> Requirement:
Only the lines from the one with "Turn the roads" through the last belong in the output; print them exactly as given below.

> Input material:
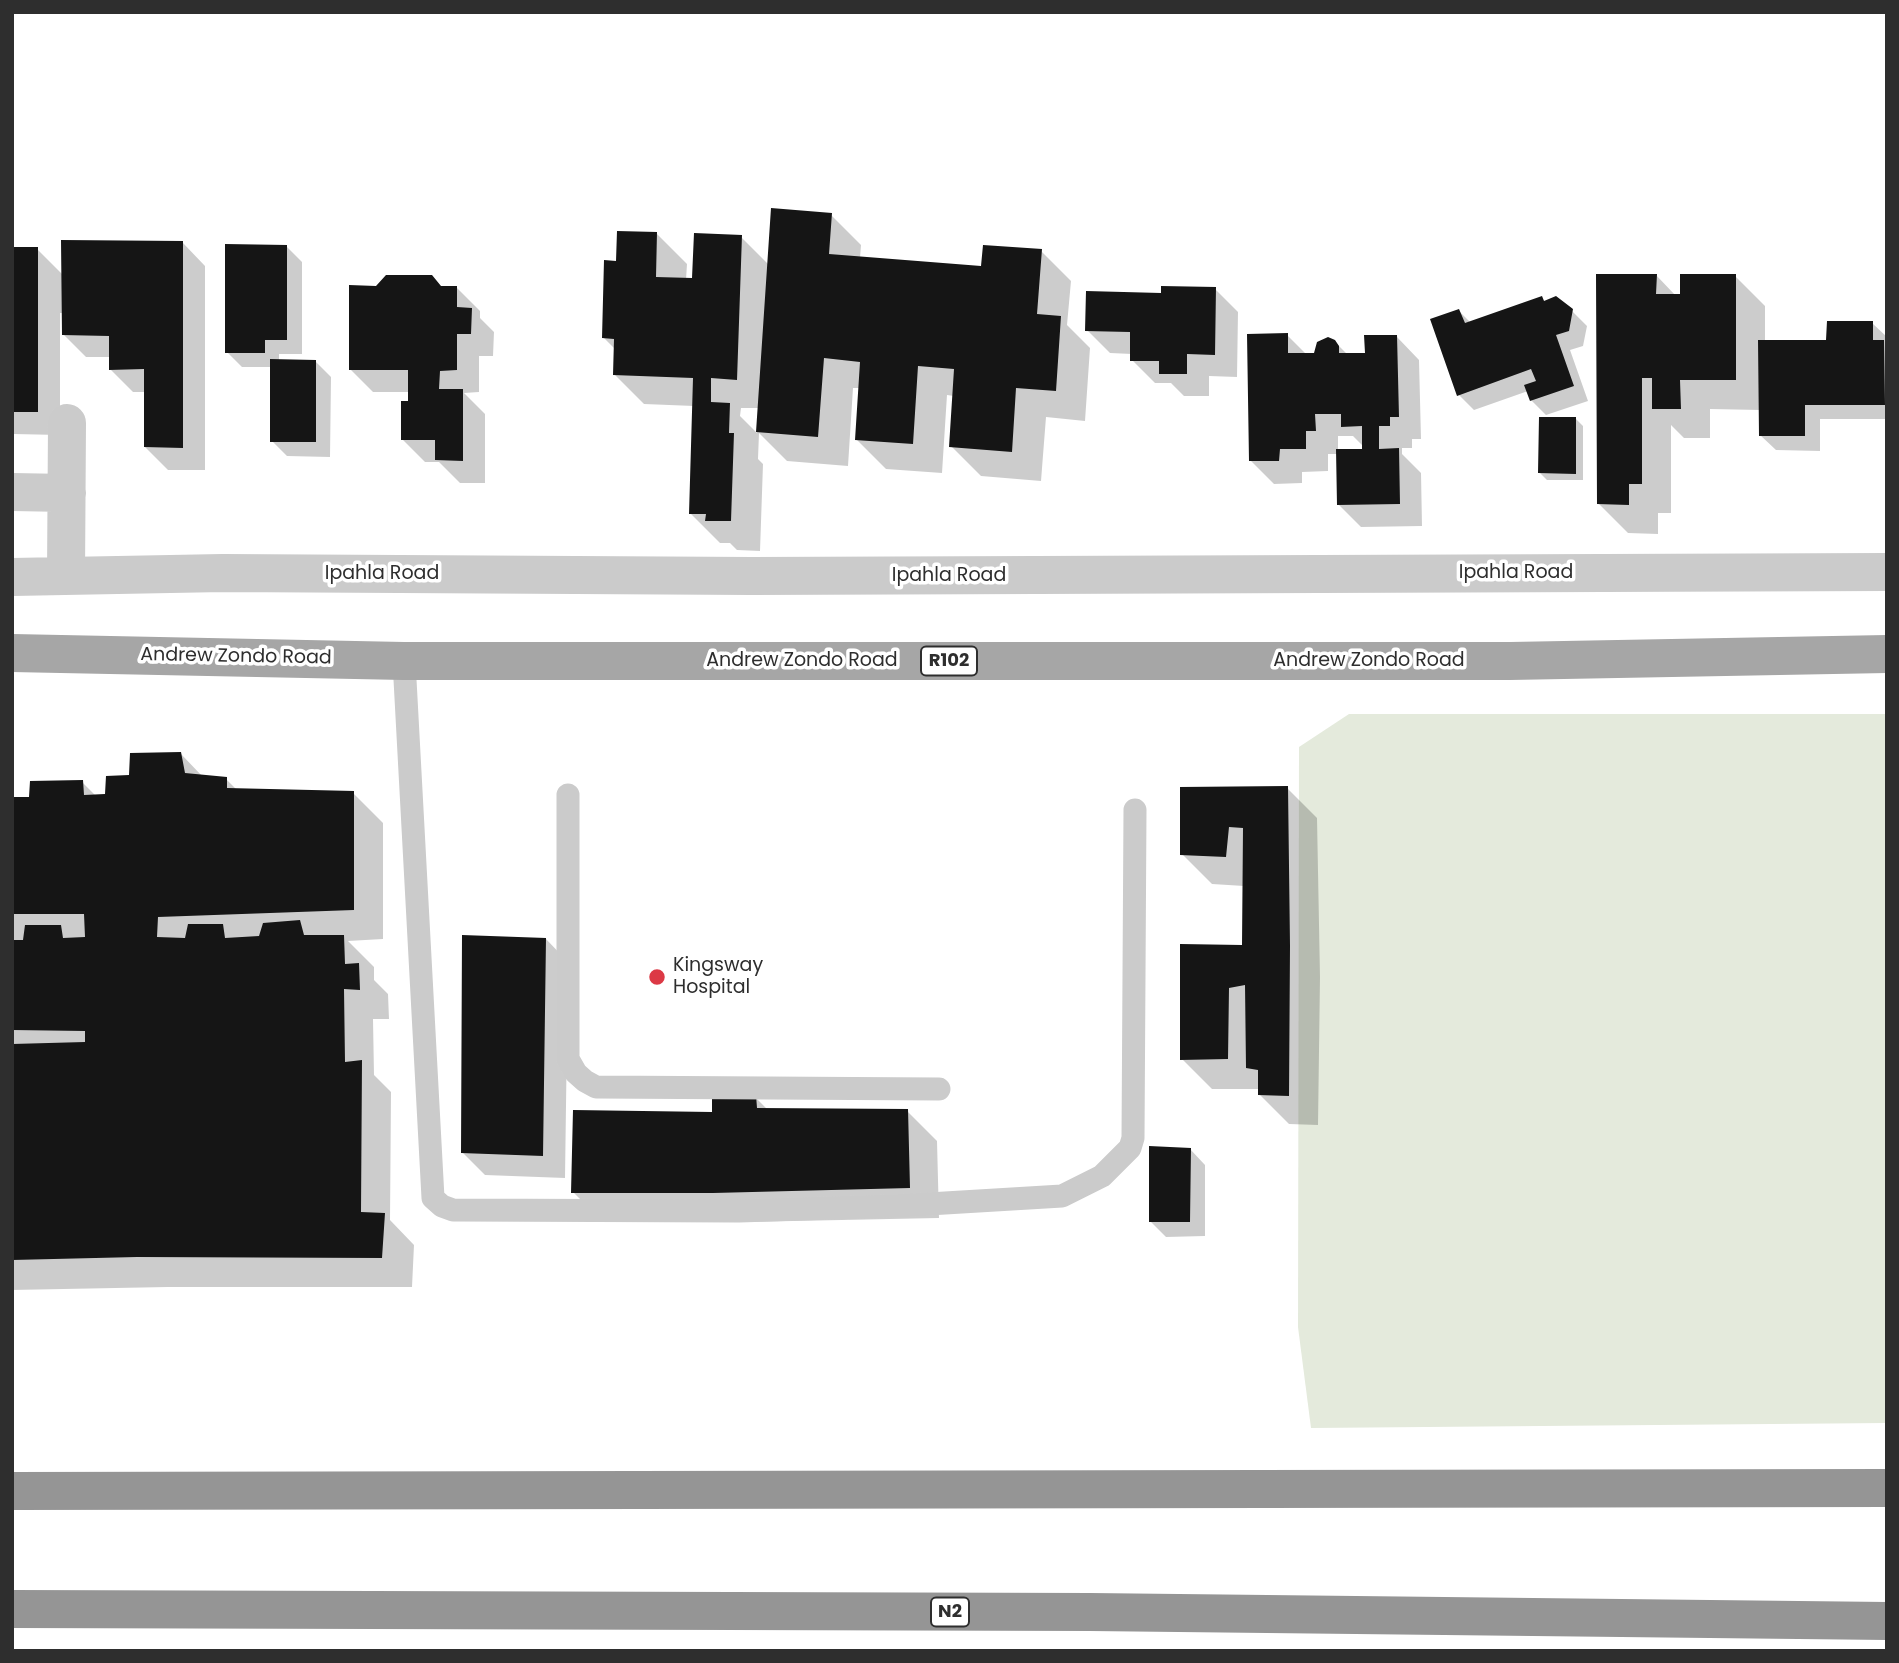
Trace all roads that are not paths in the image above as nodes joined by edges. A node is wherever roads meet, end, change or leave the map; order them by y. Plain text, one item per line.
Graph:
1 (67, 424) dead end
2 (12, 492) edge
3 (66, 493) junction
4 (1887, 572) edge
5 (66, 575) junction
6 (12, 577) edge
7 (12, 653) edge
8 (1887, 654) edge
9 (404, 661) junction
10 (568, 795) dead end
11 (1135, 810) dead end
12 (939, 1089) dead end
13 (1887, 1488) edge
14 (12, 1491) edge
15 (12, 1609) edge
16 (1887, 1621) edge

1 - 3 street
2 - 3 street
3 - 5 street
4 - 5 street, Ipahla Road
5 - 6 street, Ipahla Road
7 - 9 main road, Andrew Zondo Road / R102
8 - 9 main road, Andrew Zondo Road / R102
9 - 11 lane
10 - 12 lane
13 - 14 highway
15 - 16 highway, N2

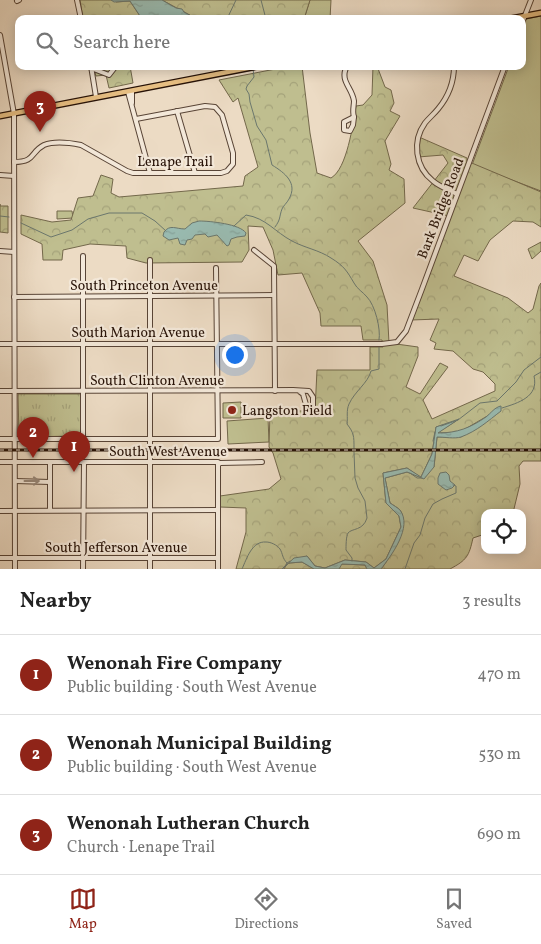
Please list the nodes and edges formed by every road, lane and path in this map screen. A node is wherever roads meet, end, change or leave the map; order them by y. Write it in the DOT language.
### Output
graph roads {
  1 [pos="77,0"];
  2 [pos="531,0"];
  3 [pos="541,13"];
  4 [pos="80,15"];
  5 [pos="526,16"];
  6 [pos="0,35"];
  7 [pos="5,62"];
  8 [pos="0,63"];
  9 [pos="92,70"];
  10 [pos="98,70"];
  11 [pos="113,70"];
  12 [pos="238,70"];
  13 [pos="346,70"];
  14 [pos="453,70"];
  15 [pos="504,70"];
  16 [pos="130,91"];
  17 [pos="96,97"];
  18 [pos="177,111"];
  19 [pos="14,114"];
  20 [pos="0,116"];
  21 [pos="354,117"];
  22 [pos="136,119"];
  23 [pos="14,162"];
  24 [pos="150,173"];
  25 [pos="195,173"];
  26 [pos="0,175"];
  27 [pos="14,176"];
  28 [pos="457,194"];
  29 [pos="254,250"];
  30 [pos="0,251"];
  31 [pos="14,252"];
  32 [pos="83,256"];
  33 [pos="150,260"];
  34 [pos="216,268"];
  35 [pos="216,295"];
  36 [pos="274,295"];
  37 [pos="84,296"];
  38 [pos="151,296"];
  39 [pos="14,297"];
  40 [pos="216,343"];
  41 [pos="274,343"];
  42 [pos="0,344"];
  43 [pos="14,344"];
  44 [pos="84,344"];
  45 [pos="151,344"];
  46 [pos="382,344"];
  47 [pos="0,391"];
  48 [pos="14,391"];
  49 [pos="151,391"];
  50 [pos="217,391"];
  51 [pos="275,391"];
  52 [pos="299,391"];
  53 [pos="83,392"];
  54 [pos="0,439"];
  55 [pos="15,439"];
  56 [pos="83,439"];
  57 [pos="151,439"];
  58 [pos="0,462"];
  59 [pos="14,462"];
  60 [pos="150,462"];
  61 [pos="262,462"];
  62 [pos="50,463"];
  63 [pos="84,463"];
  64 [pos="218,465"];
  65 [pos="15,481"];
  66 [pos="50,482"];
  67 [pos="15,510"];
  68 [pos="50,510"];
  69 [pos="83,510"];
  70 [pos="151,510"];
  71 [pos="218,510"];
  72 [pos="0,511"];
  73 [pos="0,558"];
  74 [pos="15,558"];
  75 [pos="83,558"];
  76 [pos="150,558"];
  77 [pos="218,558"];
  78 [pos="15,569"];
  79 [pos="83,569"];
  80 [pos="150,569"];
  81 [pos="218,569"];
  1 -- 4 [label="street"];
  2 -- 5 [label="street"];
  3 -- 5 [label="main road"];
  6 -- 7 [label="street"];
  7 -- 8 [label="street"];
  7 -- 19 [label="street"];
  9 -- 17 [label="street"];
  10 -- 11 [label="street"];
  12 -- 16 [label="main road"];
  13 -- 21 [label="street"];
  14 -- 28 [label="street"];
  15 -- 28 [label="street, Bark Bridge Road"];
  16 -- 17 [label="main road"];
  16 -- 22 [label="street"];
  17 -- 19 [label="main road"];
  18 -- 22 [label="street, Lenape Trail"];
  18 -- 25 [label="street"];
  18 -- 25 [label="street, Lenape Trail"];
  19 -- 20 [label="main road"];
  19 -- 23 [label="street"];
  22 -- 24 [label="street"];
  23 -- 24 [label="street, Lenape Trail"];
  23 -- 27 [label="street"];
  24 -- 25 [label="street, Lenape Trail"];
  26 -- 27 [label="street"];
  27 -- 31 [label="street"];
  28 -- 46 [label="street, Bark Bridge Road"];
  29 -- 36 [label="street"];
  30 -- 31 [label="street"];
  31 -- 39 [label="street"];
  32 -- 37 [label="street"];
  33 -- 38 [label="street"];
  34 -- 35 [label="street"];
  35 -- 36 [label="street, South Princeton Avenue"];
  35 -- 38 [label="street, South Princeton Avenue"];
  35 -- 40 [label="street"];
  36 -- 41 [label="street"];
  37 -- 38 [label="street, South Princeton Avenue"];
  37 -- 39 [label="street, South Princeton Avenue"];
  37 -- 44 [label="street"];
  38 -- 45 [label="street"];
  39 -- 43 [label="street"];
  40 -- 41 [label="street, South Marion Avenue"];
  40 -- 45 [label="street, South Marion Avenue"];
  40 -- 50 [label="street"];
  41 -- 46 [label="street, South Marion Avenue"];
  41 -- 51 [label="street"];
  42 -- 43 [label="street, South Marion Avenue"];
  43 -- 44 [label="street, South Marion Avenue"];
  43 -- 48 [label="street"];
  44 -- 45 [label="street, South Marion Avenue"];
  44 -- 53 [label="street"];
  45 -- 49 [label="street"];
  47 -- 48 [label="street, South Clinton Avenue"];
  48 -- 53 [label="street, South Clinton Avenue"];
  48 -- 55 [label="street"];
  49 -- 50 [label="street, South Clinton Avenue"];
  49 -- 53 [label="street, South Clinton Avenue"];
  49 -- 57 [label="street"];
  50 -- 51 [label="street, South Clinton Avenue"];
  50 -- 57 [label="street"];
  51 -- 52 [label="street, South Clinton Avenue"];
  52 -- 52 [label="street"];
  53 -- 56 [label="street"];
  54 -- 55 [label="street"];
  55 -- 56 [label="street"];
  55 -- 59 [label="street"];
  56 -- 57 [label="street"];
  57 -- 60 [label="street"];
  58 -- 59 [label="street, South West Avenue"];
  59 -- 62 [label="street, South West Avenue"];
  59 -- 65 [label="street"];
  60 -- 63 [label="street, South West Avenue"];
  60 -- 64 [label="street, South West Avenue"];
  60 -- 70 [label="street"];
  61 -- 64 [label="street, South West Avenue"];
  62 -- 63 [label="street, South West Avenue"];
  62 -- 66 [label="street"];
  63 -- 69 [label="street"];
  64 -- 71 [label="street"];
  65 -- 66 [label="street, one-way"];
  65 -- 67 [label="street"];
  66 -- 68 [label="street"];
  67 -- 68 [label="street"];
  67 -- 72 [label="street"];
  67 -- 74 [label="street"];
  68 -- 69 [label="street"];
  69 -- 70 [label="street"];
  69 -- 75 [label="street"];
  70 -- 71 [label="street"];
  70 -- 76 [label="street"];
  71 -- 77 [label="street"];
  73 -- 74 [label="street, South Jefferson Avenue"];
  74 -- 75 [label="street, South Jefferson Avenue"];
  74 -- 78 [label="street"];
  75 -- 76 [label="street, South Jefferson Avenue"];
  75 -- 79 [label="street"];
  76 -- 77 [label="street, South Jefferson Avenue"];
  76 -- 80 [label="street"];
  77 -- 81 [label="street"];
}
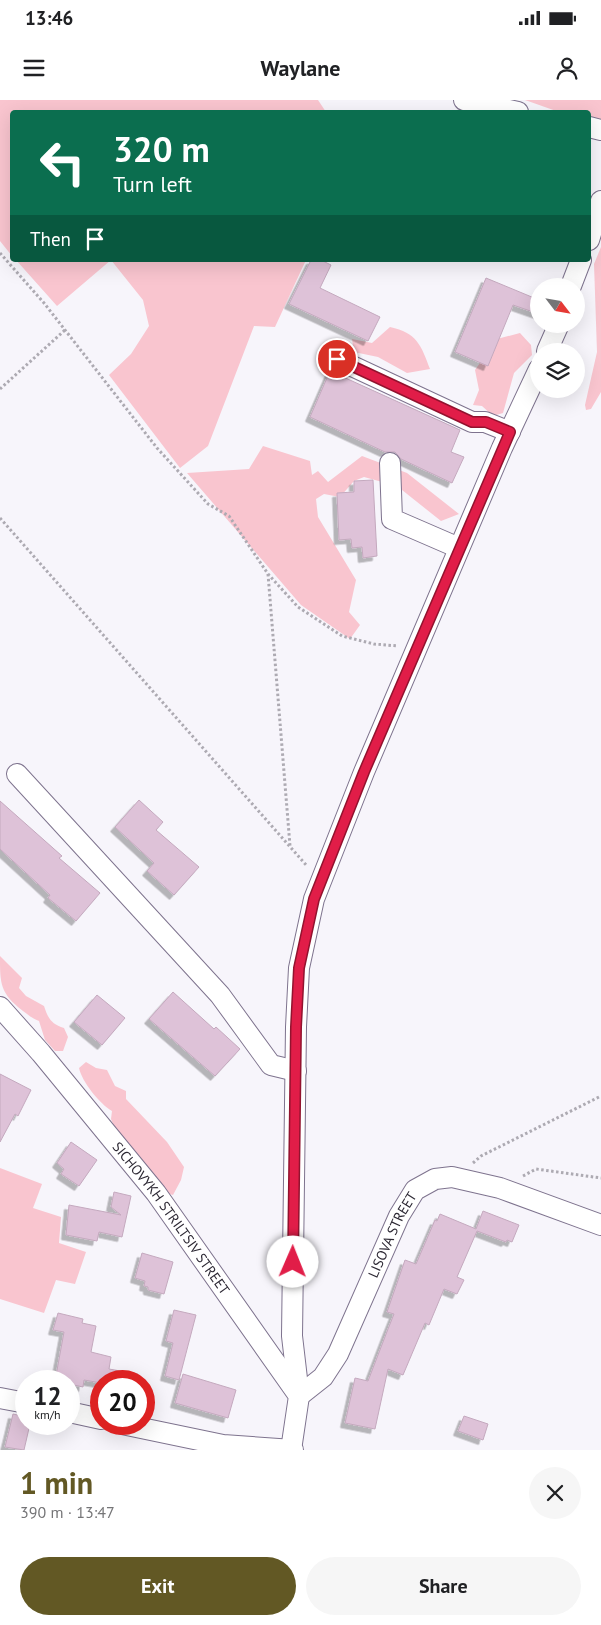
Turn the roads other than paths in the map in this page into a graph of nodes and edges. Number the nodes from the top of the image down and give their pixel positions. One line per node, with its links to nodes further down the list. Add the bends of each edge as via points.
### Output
1 (464, 100): 2 (street)
2 (509, 110)
3 (601, 201): 4 (street)
4 (591, 234)
5 (580, 262): 6 (street)
6 (574, 278)
7 (337, 359): 9 (street, via 472,422 486,422)
8 (530, 388): 9 (street)
9 (510, 432): 11 (street)
10 (390, 463): 11 (street, via 392,519)
11 (460, 548): 14 (street, via 364,772 314,899 299,968)
12 (17, 774): 14 (street, via 220,995 271,1065)
13 (0, 1007): 16 (street, SICHOVYKH STRILTSIV STREET, via 156,1193)
14 (296, 1071): 16 (street, via 292,1336)
15 (601, 1226): 16 (street, LISOVA STREET, via 500,1188 456,1178 435,1179 415,1190 399,1216 338,1354 323,1377)
16 (299, 1396): 20 (street)
17 (0, 1398): 18 (street)
18 (15, 1401)
19 (155, 1431): 20 (street, via 223,1445)
20 (292, 1450)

> Answer to this exercise:
Turn the roads other than paths in the map in this page into a graph of nodes and edges. Number the nodes from the top of the image down and give their pixel positions. One line per node, with its links to nodes further down the list. Add the bends of each edge as via points.
### Output
1 (464, 100): 2 (street)
2 (509, 110)
3 (601, 201): 4 (street)
4 (591, 234)
5 (580, 262): 6 (street)
6 (574, 278)
7 (337, 359): 9 (street, via 472,422 486,422)
8 (530, 388): 9 (street)
9 (510, 432): 11 (street)
10 (390, 463): 11 (street, via 392,519)
11 (460, 548): 14 (street, via 364,772 314,899 299,968)
12 (17, 774): 14 (street, via 220,995 271,1065)
13 (0, 1007): 16 (street, SICHOVYKH STRILTSIV STREET, via 156,1193)
14 (296, 1071): 16 (street, via 292,1336)
15 (601, 1226): 16 (street, LISOVA STREET, via 500,1188 456,1178 435,1179 415,1190 399,1216 338,1354 323,1377)
16 (299, 1396): 20 (street)
17 (0, 1398): 18 (street)
18 (15, 1401)
19 (155, 1431): 20 (street, via 223,1445)
20 (292, 1450)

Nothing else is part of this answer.